> [DIRECTIONS FOR THIS TASK]: Please return all lines of the data below containing the string "list".

> [THE DATA]:
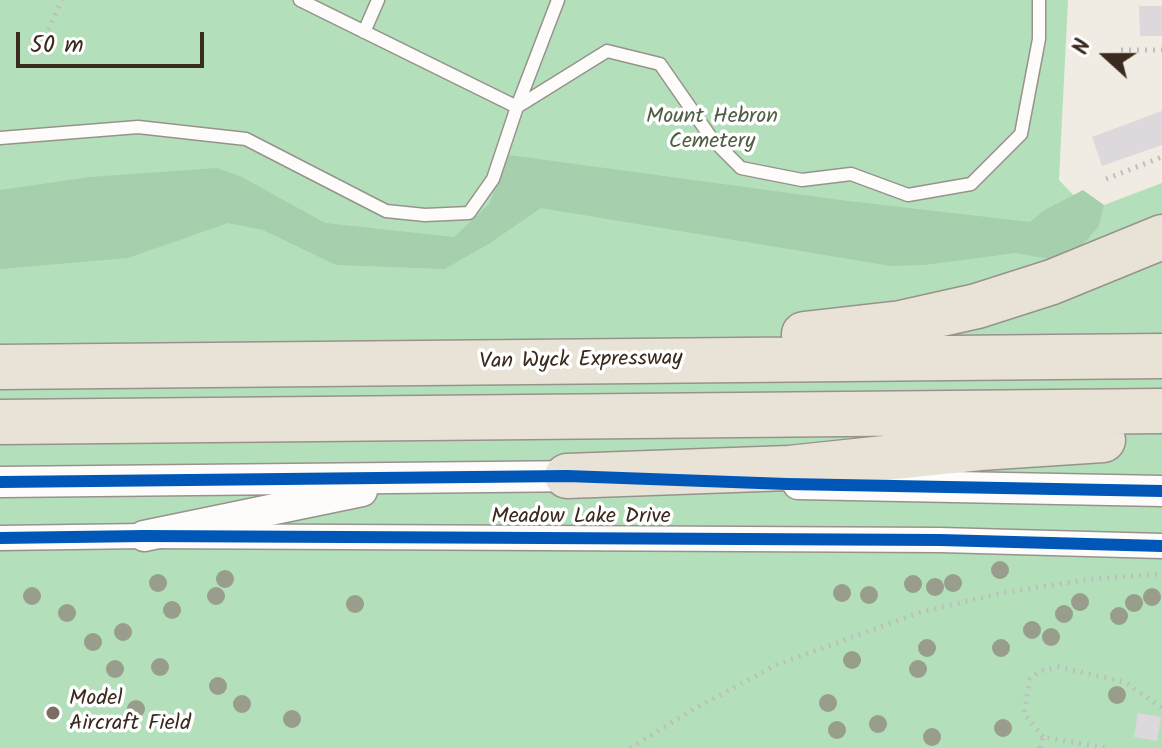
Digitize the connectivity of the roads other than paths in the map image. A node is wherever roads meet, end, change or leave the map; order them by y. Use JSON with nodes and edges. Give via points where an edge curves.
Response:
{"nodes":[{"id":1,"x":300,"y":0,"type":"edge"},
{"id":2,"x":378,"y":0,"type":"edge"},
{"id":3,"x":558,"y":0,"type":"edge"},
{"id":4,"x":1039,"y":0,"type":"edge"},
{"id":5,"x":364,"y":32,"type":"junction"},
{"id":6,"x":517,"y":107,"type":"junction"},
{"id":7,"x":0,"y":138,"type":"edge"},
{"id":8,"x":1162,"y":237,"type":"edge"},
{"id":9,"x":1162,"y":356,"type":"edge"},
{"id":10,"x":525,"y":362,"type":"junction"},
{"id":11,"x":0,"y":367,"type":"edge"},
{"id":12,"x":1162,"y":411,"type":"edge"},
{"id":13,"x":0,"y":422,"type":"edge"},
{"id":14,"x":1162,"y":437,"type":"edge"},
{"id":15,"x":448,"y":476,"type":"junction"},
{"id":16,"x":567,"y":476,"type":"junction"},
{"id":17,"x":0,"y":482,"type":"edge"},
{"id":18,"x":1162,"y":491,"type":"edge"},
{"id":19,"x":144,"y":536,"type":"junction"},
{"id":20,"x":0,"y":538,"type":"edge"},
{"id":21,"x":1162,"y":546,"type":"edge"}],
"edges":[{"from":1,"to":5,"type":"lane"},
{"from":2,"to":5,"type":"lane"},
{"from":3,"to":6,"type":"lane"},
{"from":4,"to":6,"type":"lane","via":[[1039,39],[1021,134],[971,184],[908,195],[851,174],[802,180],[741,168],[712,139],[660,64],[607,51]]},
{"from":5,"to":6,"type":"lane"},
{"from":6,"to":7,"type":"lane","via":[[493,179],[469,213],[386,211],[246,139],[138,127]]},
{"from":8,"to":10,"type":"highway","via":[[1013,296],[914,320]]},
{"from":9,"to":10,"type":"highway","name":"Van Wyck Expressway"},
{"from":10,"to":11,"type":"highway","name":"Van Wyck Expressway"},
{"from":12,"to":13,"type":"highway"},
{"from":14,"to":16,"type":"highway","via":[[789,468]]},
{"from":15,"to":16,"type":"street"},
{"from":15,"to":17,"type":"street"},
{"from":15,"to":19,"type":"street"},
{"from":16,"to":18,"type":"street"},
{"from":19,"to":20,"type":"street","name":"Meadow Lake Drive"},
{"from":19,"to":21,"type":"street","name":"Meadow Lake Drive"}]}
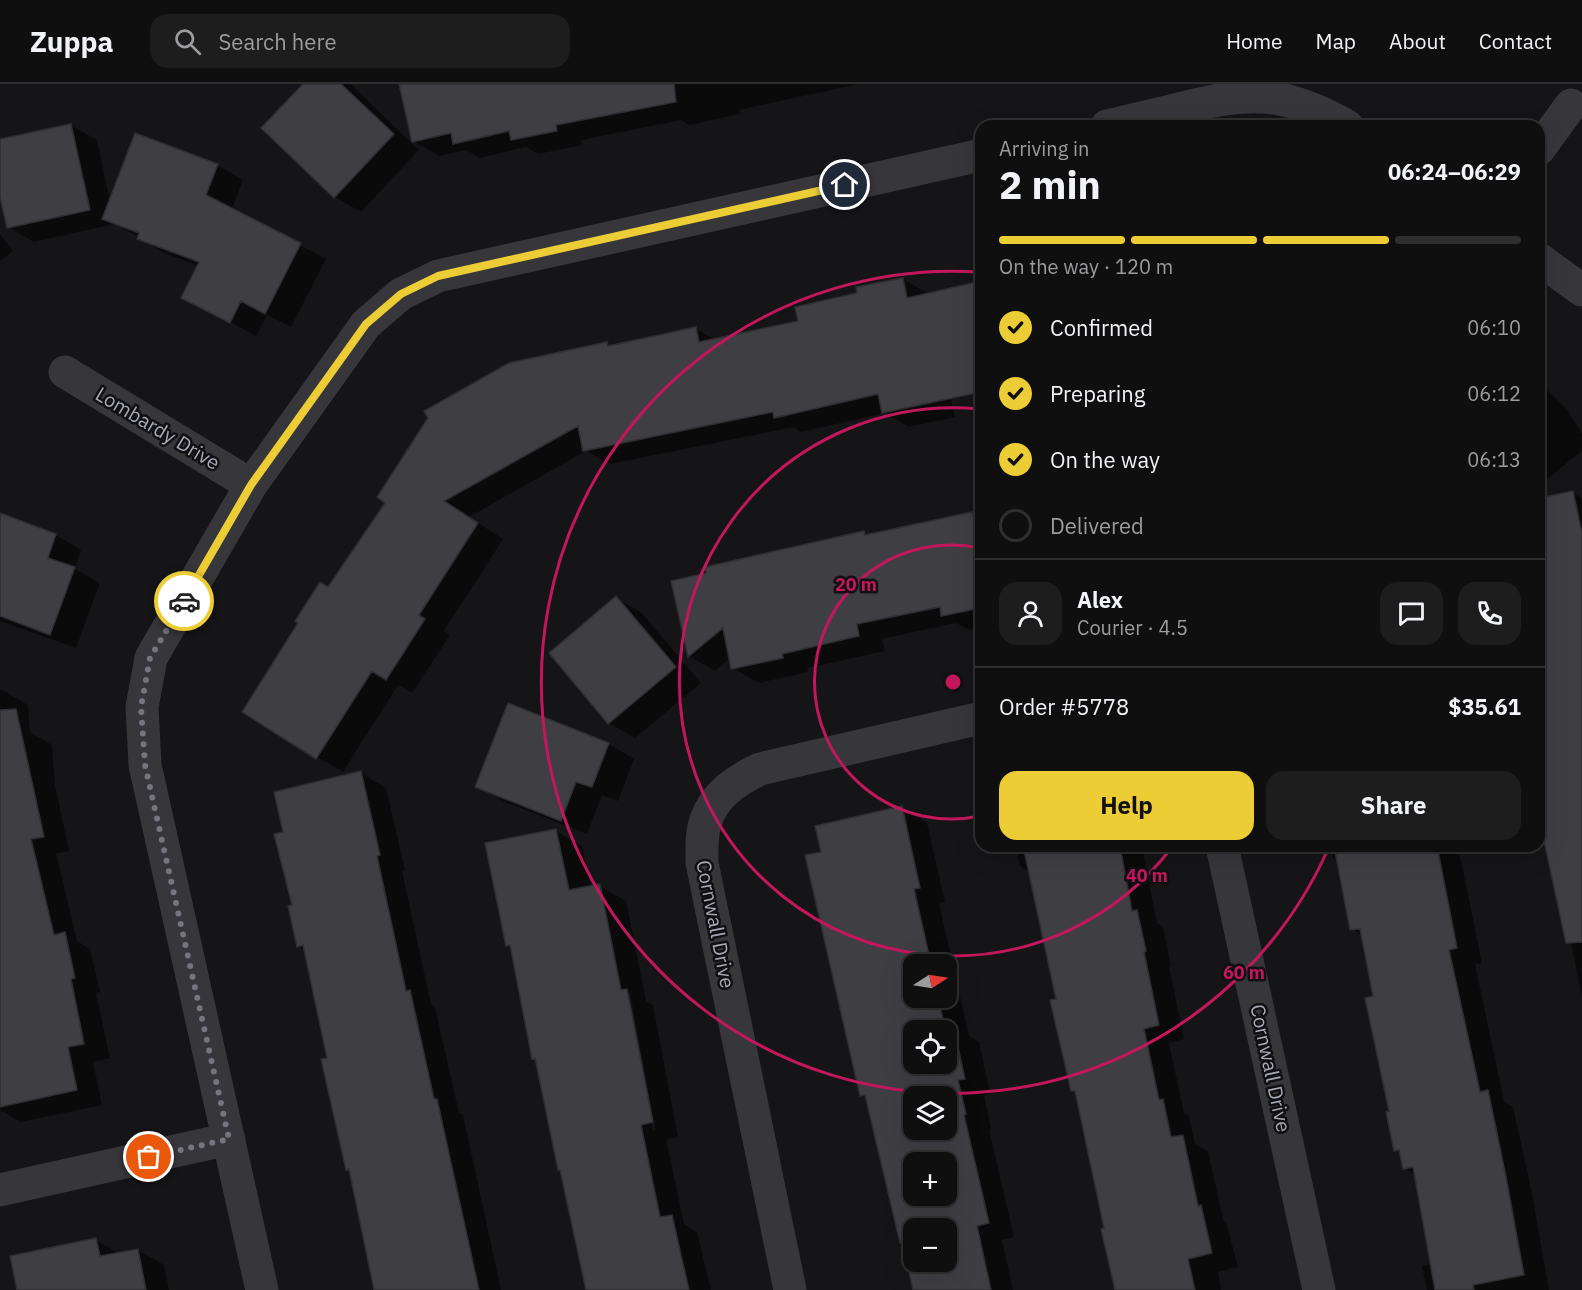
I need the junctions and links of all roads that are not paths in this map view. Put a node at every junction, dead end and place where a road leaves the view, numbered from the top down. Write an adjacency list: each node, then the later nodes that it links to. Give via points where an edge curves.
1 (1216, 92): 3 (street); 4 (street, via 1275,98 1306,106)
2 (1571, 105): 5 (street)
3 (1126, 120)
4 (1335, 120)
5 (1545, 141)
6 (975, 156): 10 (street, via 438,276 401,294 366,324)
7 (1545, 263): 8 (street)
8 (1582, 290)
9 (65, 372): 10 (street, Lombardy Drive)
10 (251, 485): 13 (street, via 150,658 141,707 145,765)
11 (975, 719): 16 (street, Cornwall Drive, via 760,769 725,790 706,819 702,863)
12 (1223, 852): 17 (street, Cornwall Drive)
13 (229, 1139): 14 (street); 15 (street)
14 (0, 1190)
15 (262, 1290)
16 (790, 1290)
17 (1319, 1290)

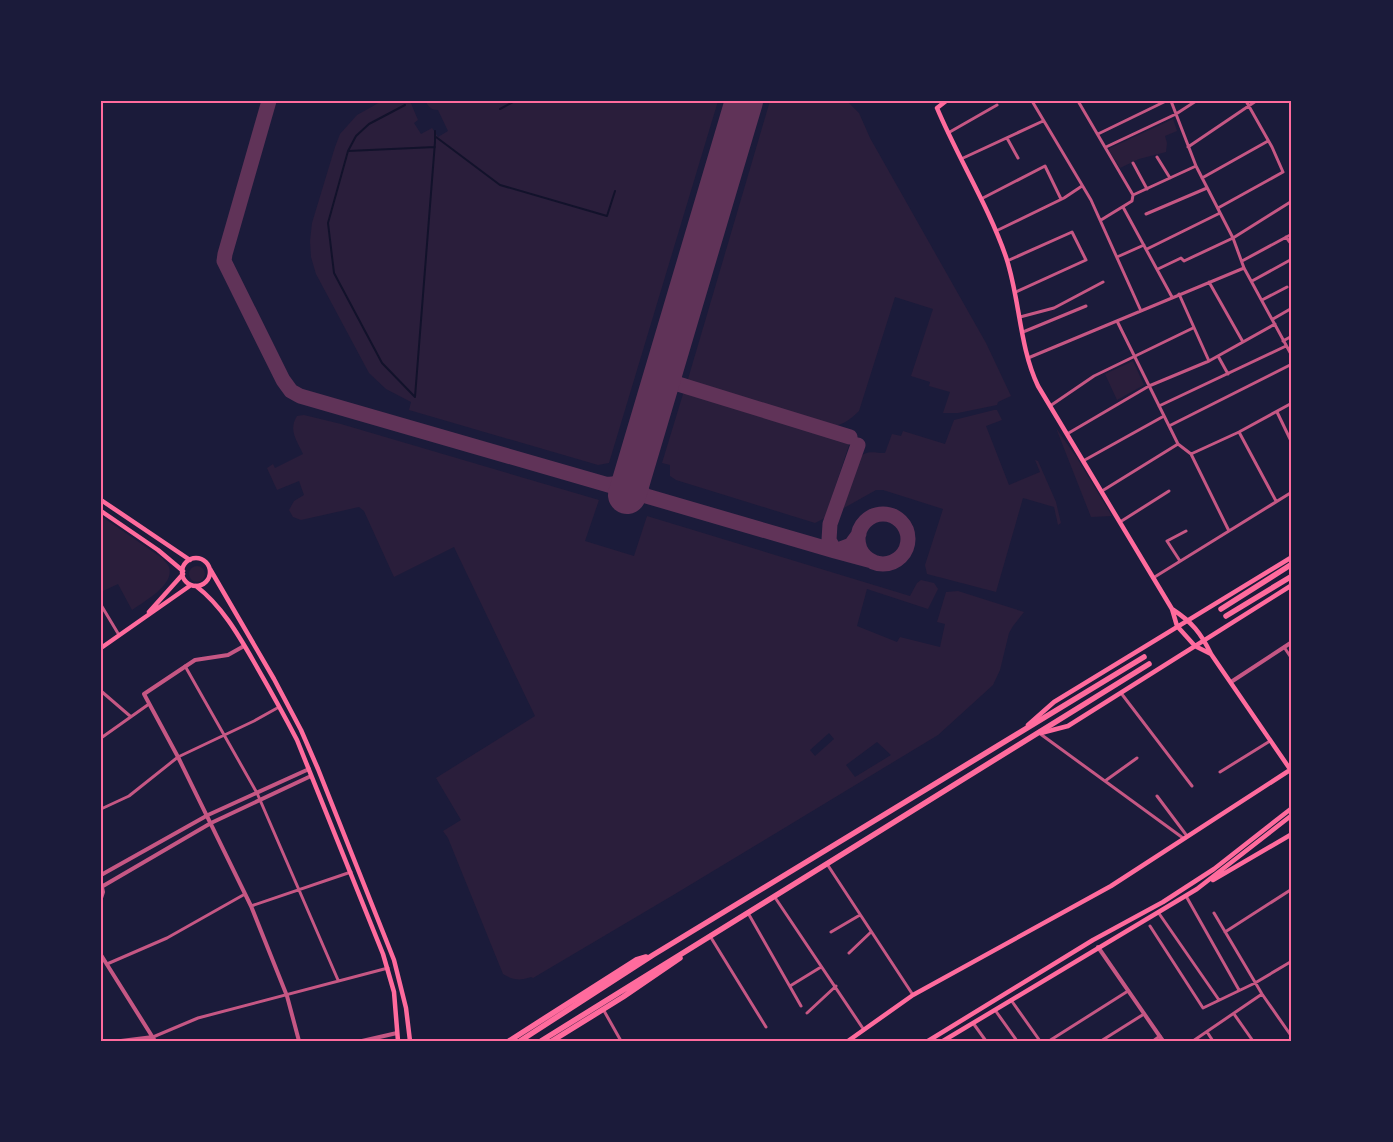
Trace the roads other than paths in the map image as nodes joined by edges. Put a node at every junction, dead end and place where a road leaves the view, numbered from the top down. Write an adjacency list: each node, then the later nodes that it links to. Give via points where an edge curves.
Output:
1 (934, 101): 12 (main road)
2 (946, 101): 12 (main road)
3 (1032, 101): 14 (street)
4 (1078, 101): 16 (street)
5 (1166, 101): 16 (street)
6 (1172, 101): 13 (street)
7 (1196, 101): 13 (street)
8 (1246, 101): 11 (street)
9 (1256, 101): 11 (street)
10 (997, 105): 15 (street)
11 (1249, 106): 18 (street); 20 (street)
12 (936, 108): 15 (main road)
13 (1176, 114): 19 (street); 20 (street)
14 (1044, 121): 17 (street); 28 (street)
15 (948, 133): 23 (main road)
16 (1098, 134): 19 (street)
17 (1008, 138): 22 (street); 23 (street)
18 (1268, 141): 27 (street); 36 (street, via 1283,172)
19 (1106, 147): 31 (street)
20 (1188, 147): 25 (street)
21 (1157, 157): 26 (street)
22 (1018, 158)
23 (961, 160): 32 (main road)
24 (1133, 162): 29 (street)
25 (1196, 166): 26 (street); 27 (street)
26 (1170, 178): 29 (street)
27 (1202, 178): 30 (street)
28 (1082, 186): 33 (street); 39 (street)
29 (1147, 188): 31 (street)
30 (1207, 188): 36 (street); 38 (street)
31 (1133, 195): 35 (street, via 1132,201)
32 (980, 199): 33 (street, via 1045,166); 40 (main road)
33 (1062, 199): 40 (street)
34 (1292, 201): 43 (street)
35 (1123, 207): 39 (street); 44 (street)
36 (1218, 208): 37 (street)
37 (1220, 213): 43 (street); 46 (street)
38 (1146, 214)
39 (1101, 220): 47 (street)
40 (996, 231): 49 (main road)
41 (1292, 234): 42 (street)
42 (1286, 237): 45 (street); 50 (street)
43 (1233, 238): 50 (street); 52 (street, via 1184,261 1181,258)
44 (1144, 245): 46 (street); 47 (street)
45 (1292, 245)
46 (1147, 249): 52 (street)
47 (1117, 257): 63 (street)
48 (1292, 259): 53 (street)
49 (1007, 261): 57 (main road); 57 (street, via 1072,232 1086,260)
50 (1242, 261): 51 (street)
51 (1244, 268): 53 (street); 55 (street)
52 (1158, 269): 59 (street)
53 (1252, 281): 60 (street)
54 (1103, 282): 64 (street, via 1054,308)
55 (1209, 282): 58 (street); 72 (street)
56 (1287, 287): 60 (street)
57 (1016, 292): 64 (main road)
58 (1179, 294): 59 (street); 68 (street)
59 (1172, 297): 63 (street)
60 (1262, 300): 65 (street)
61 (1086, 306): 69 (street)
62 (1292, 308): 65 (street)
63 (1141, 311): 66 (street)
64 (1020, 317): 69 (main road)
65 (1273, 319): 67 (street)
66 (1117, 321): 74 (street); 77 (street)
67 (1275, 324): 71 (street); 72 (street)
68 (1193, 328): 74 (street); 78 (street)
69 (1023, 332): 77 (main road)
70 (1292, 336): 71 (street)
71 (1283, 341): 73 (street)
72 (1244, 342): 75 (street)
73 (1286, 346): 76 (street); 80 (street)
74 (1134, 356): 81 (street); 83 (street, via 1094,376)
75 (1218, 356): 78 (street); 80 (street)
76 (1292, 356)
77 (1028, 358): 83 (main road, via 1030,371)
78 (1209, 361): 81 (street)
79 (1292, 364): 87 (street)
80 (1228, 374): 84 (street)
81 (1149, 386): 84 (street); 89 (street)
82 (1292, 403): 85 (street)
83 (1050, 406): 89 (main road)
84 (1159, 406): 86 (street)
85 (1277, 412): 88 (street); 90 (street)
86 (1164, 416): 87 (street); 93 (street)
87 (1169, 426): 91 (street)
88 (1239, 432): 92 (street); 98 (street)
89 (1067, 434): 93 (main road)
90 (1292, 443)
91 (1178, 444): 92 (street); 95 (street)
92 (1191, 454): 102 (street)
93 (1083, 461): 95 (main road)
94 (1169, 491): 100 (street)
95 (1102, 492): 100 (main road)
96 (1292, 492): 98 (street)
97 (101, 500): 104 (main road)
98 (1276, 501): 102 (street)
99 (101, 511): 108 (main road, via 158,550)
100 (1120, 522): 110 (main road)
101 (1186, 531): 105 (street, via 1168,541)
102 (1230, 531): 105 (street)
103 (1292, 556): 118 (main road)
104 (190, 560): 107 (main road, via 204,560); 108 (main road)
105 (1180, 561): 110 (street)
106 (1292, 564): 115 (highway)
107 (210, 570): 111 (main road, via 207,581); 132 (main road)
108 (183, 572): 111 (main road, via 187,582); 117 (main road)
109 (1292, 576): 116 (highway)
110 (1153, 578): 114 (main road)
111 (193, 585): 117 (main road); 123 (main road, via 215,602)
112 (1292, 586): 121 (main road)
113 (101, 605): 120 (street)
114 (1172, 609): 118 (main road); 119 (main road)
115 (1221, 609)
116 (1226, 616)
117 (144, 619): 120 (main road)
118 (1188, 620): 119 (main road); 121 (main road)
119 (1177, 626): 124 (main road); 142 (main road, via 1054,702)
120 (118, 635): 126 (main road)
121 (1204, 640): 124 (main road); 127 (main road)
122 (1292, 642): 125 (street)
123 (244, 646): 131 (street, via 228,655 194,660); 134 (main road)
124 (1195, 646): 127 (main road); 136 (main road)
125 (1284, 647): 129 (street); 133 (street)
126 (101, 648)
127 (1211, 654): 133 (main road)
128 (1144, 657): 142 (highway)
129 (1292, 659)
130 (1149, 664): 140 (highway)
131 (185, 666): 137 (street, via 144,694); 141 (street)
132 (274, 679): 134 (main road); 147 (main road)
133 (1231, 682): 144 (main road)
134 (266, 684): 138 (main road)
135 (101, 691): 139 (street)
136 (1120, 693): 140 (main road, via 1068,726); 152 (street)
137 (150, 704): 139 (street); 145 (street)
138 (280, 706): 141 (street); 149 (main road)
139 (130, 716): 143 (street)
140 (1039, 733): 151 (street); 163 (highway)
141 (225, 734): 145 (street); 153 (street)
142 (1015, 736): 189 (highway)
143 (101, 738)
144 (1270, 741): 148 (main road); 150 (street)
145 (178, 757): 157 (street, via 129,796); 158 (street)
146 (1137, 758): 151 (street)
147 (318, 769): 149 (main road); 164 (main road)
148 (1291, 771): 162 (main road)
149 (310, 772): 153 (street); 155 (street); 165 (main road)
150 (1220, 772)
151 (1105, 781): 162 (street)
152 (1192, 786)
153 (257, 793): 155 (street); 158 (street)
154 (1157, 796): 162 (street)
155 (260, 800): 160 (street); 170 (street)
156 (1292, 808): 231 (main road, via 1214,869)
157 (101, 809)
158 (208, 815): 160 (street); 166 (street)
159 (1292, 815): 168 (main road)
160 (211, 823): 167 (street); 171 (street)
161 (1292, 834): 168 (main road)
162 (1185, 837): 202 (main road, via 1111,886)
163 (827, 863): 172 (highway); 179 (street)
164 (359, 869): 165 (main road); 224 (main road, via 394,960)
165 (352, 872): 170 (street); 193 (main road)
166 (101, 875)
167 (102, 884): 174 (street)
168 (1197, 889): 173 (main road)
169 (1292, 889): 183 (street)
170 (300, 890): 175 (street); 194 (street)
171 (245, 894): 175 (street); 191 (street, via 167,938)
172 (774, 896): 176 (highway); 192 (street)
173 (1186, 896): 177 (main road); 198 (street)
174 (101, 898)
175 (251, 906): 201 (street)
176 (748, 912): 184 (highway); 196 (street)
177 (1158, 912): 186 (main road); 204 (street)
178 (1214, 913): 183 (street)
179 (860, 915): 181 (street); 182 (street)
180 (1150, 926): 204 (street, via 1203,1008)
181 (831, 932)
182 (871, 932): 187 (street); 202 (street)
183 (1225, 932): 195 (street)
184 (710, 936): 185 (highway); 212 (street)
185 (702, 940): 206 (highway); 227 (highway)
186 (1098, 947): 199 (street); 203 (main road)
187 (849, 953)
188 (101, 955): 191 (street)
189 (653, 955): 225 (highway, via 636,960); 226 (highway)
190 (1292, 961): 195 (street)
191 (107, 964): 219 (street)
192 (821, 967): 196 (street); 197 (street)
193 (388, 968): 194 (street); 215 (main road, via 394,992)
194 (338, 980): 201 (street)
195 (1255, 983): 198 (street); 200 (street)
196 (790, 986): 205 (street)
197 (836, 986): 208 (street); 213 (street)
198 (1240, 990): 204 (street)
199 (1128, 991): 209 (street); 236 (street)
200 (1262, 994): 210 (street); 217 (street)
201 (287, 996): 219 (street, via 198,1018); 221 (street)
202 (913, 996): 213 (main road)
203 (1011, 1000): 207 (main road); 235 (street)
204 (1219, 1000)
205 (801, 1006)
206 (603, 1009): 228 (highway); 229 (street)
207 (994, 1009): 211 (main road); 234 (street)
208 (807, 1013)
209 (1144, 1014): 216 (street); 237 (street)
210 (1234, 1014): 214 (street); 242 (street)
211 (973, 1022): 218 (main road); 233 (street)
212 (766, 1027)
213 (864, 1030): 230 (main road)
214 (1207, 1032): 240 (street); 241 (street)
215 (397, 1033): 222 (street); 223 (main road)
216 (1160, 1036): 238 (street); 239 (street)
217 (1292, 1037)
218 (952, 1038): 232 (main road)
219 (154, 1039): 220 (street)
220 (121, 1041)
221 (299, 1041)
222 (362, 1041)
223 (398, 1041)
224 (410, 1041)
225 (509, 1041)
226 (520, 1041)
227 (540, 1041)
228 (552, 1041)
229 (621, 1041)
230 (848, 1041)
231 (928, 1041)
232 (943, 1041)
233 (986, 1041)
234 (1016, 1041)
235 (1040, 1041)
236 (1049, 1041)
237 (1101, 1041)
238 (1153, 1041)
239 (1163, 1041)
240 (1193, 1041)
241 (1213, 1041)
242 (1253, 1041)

> [WRITTEN RESPONSE]:
I need the junctions and links of all roads that are not paths in this map view. Put a node at every junction, dead end and place where a road leaves the view, numbered from the top down. Write an adjacency list: each node, then the later nodes that it links to. Give via points where an edge curves.
Trace the roads other than paths in the map image as nodes joined by edges. Put a node at every junction, dead end and place where a road leaves the view, numbered from the top down. Write an adjacency list: each node, then the later nodes that it links to. Give via points where an edge curves.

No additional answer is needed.